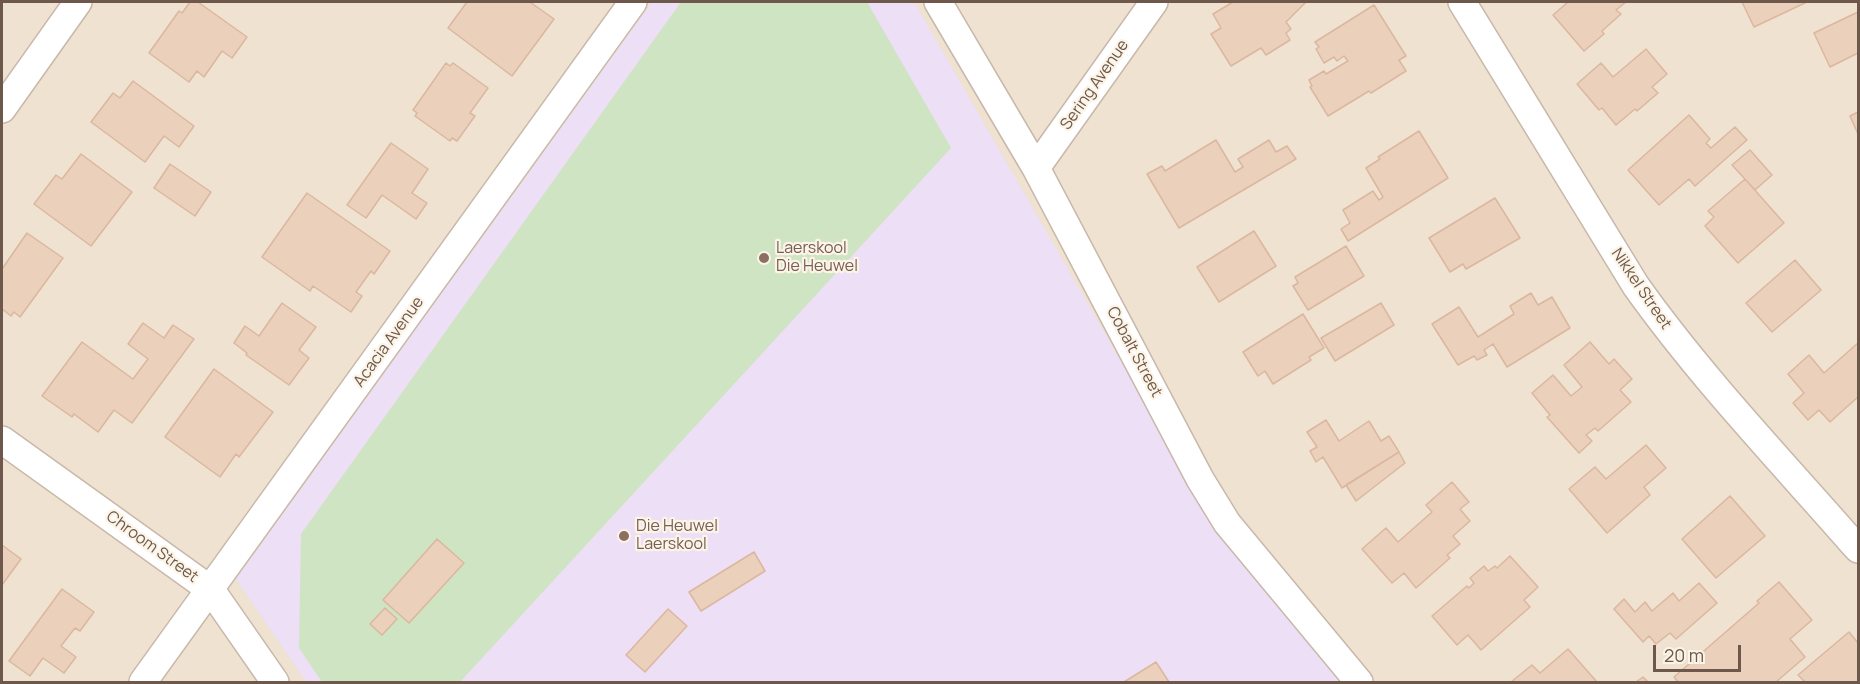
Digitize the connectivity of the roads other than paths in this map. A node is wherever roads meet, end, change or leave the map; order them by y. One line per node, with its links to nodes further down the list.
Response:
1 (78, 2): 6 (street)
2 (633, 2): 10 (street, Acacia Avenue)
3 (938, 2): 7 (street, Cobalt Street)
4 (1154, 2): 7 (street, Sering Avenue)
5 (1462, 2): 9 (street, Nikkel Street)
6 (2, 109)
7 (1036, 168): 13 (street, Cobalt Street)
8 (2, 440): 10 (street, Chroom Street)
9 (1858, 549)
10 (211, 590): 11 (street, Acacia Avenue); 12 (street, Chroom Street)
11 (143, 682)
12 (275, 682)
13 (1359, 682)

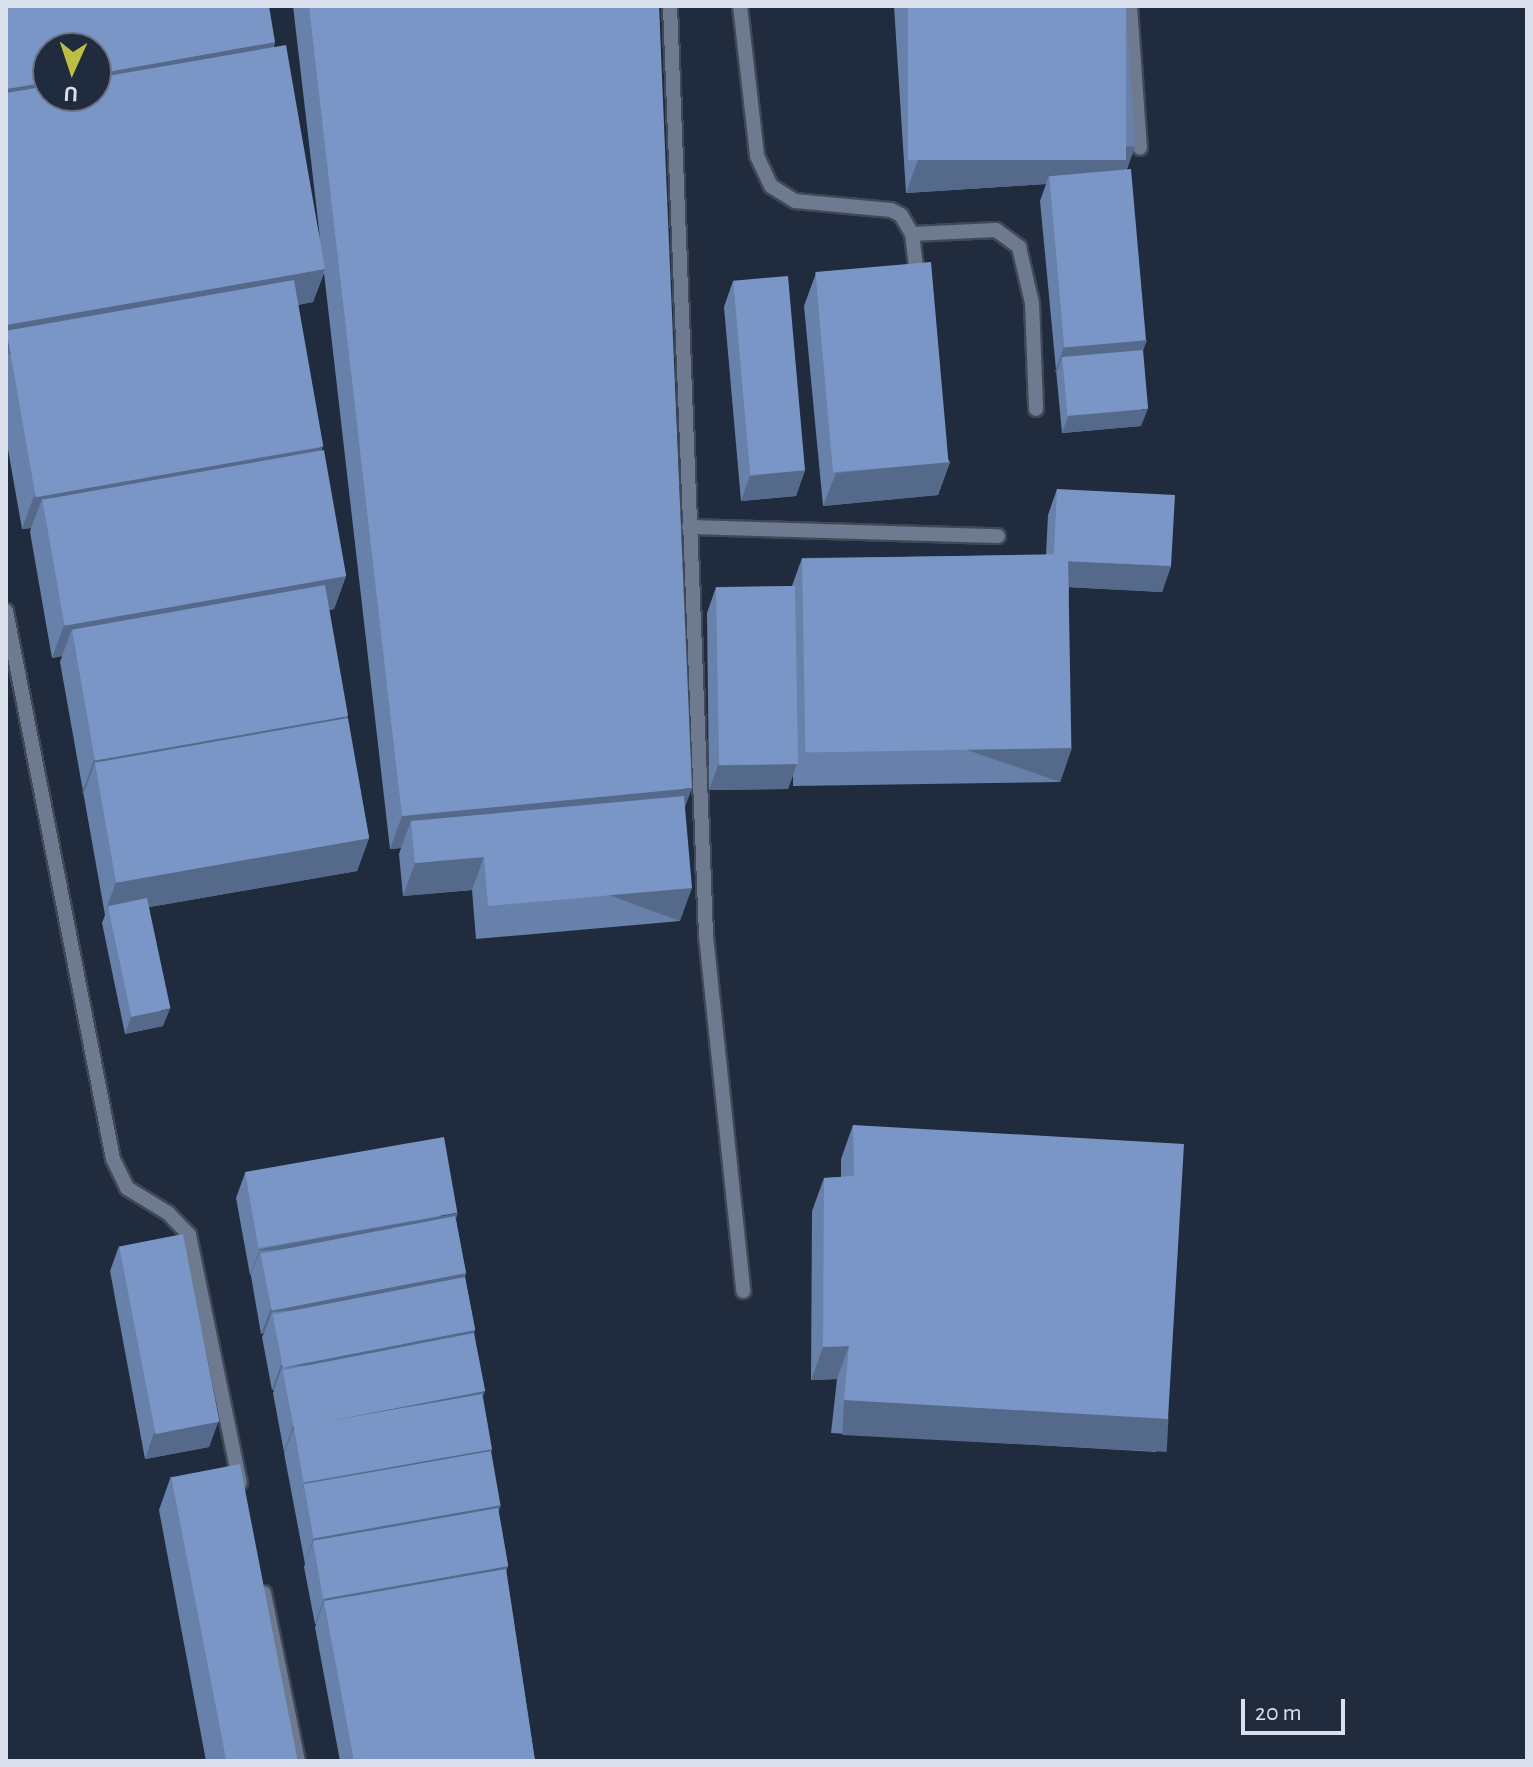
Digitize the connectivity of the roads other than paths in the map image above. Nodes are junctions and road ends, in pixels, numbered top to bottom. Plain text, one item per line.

--------------------------------------------------

● **To do**: Retype the data in full. Images do not go in the copy.

● **Exercise answer**:
Digitize the connectivity of the roads other than paths in this map. A node is wherever roads meet, end, change or leave the map; order them by y. One line per node, with its links to nodes further down the list.
Response:
1 (78, 2): 6 (street)
2 (633, 2): 10 (street, Acacia Avenue)
3 (938, 2): 7 (street, Cobalt Street)
4 (1154, 2): 7 (street, Sering Avenue)
5 (1462, 2): 9 (street, Nikkel Street)
6 (2, 109)
7 (1036, 168): 13 (street, Cobalt Street)
8 (2, 440): 10 (street, Chroom Street)
9 (1858, 549)
10 (211, 590): 11 (street, Acacia Avenue); 12 (street, Chroom Street)
11 (143, 682)
12 (275, 682)
13 (1359, 682)

Digitize the connectivity of the roads other than paths in the map image above. Nodes are junctions and road ends, in pixels, numbered top to bottom. Plain text, one item per line.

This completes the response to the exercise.